About this task: Report every line of the records beneath this task that holds the string "name".

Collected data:
####################

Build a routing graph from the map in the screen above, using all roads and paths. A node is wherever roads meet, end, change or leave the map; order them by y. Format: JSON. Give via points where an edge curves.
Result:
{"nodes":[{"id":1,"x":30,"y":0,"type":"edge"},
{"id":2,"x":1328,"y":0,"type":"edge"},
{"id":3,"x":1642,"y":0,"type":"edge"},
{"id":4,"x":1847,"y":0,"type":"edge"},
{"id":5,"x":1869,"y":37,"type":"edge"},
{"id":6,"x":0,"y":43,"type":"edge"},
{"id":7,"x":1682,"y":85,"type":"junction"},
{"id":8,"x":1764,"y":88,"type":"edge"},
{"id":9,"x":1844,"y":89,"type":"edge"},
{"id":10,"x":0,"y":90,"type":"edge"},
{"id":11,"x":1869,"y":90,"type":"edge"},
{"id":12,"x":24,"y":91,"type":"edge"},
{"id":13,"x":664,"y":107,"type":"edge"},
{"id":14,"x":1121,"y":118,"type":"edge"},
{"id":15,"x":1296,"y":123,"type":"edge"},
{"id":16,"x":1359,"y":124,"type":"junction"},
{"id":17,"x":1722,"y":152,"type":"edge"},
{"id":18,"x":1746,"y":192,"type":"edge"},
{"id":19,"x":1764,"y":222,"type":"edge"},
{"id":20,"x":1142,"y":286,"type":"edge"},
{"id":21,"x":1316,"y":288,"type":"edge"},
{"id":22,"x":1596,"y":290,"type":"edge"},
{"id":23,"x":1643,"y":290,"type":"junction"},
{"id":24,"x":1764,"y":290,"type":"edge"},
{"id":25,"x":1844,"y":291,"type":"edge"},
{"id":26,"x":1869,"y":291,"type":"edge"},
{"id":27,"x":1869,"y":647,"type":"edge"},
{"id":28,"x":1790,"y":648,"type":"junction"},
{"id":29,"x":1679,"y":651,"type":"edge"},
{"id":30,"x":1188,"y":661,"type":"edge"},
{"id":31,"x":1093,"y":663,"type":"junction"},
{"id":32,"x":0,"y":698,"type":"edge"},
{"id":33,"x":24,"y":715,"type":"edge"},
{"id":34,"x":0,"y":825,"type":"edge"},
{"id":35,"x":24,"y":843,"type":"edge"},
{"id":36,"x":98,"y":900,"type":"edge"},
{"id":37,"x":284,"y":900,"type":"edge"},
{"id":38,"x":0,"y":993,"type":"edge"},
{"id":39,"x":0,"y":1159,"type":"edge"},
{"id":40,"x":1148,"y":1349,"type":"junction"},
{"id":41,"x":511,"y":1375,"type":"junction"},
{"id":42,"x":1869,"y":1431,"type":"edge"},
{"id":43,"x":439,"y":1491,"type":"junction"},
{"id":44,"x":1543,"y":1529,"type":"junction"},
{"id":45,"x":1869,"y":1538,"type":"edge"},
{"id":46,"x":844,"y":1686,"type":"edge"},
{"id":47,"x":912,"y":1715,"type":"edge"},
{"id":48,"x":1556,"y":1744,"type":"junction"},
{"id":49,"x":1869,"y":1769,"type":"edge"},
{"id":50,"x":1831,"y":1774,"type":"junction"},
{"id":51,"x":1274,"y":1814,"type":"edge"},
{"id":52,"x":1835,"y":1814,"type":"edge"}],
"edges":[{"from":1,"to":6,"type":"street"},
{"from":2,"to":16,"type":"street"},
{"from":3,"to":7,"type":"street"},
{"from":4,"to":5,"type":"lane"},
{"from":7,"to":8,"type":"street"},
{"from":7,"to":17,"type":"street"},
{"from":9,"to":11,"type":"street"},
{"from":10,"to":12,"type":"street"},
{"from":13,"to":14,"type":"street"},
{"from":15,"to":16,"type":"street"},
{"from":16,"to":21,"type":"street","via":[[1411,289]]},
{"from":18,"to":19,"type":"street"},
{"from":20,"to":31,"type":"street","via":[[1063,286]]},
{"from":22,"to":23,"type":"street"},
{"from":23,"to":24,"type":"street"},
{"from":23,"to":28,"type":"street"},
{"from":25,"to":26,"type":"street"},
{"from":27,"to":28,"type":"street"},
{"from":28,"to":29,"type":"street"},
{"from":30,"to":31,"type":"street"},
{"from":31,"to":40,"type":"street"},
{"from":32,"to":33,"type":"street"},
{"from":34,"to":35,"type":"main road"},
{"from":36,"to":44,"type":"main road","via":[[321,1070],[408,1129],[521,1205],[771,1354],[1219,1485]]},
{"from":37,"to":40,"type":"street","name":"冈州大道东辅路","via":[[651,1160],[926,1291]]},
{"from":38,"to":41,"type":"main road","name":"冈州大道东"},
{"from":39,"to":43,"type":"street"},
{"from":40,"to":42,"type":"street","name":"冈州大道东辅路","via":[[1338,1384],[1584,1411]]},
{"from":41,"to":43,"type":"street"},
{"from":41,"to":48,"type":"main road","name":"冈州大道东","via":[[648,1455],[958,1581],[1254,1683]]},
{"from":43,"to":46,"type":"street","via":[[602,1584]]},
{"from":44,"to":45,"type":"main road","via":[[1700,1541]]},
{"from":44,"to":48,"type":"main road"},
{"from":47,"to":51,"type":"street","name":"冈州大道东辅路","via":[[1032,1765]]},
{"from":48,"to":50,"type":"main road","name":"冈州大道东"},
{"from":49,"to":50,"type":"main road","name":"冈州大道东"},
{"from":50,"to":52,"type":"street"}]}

####################

Result for this task:
{"from":37,"to":40,"type":"street","name":"冈州大道东辅路","via":[[651,1160],[926,1291]]},
{"from":38,"to":41,"type":"main road","name":"冈州大道东"},
{"from":40,"to":42,"type":"street","name":"冈州大道东辅路","via":[[1338,1384],[1584,1411]]},
{"from":41,"to":48,"type":"main road","name":"冈州大道东","via":[[648,1455],[958,1581],[1254,1683]]},
{"from":47,"to":51,"type":"street","name":"冈州大道东辅路","via":[[1032,1765]]},
{"from":48,"to":50,"type":"main road","name":"冈州大道东"},
{"from":49,"to":50,"type":"main road","name":"冈州大道东"},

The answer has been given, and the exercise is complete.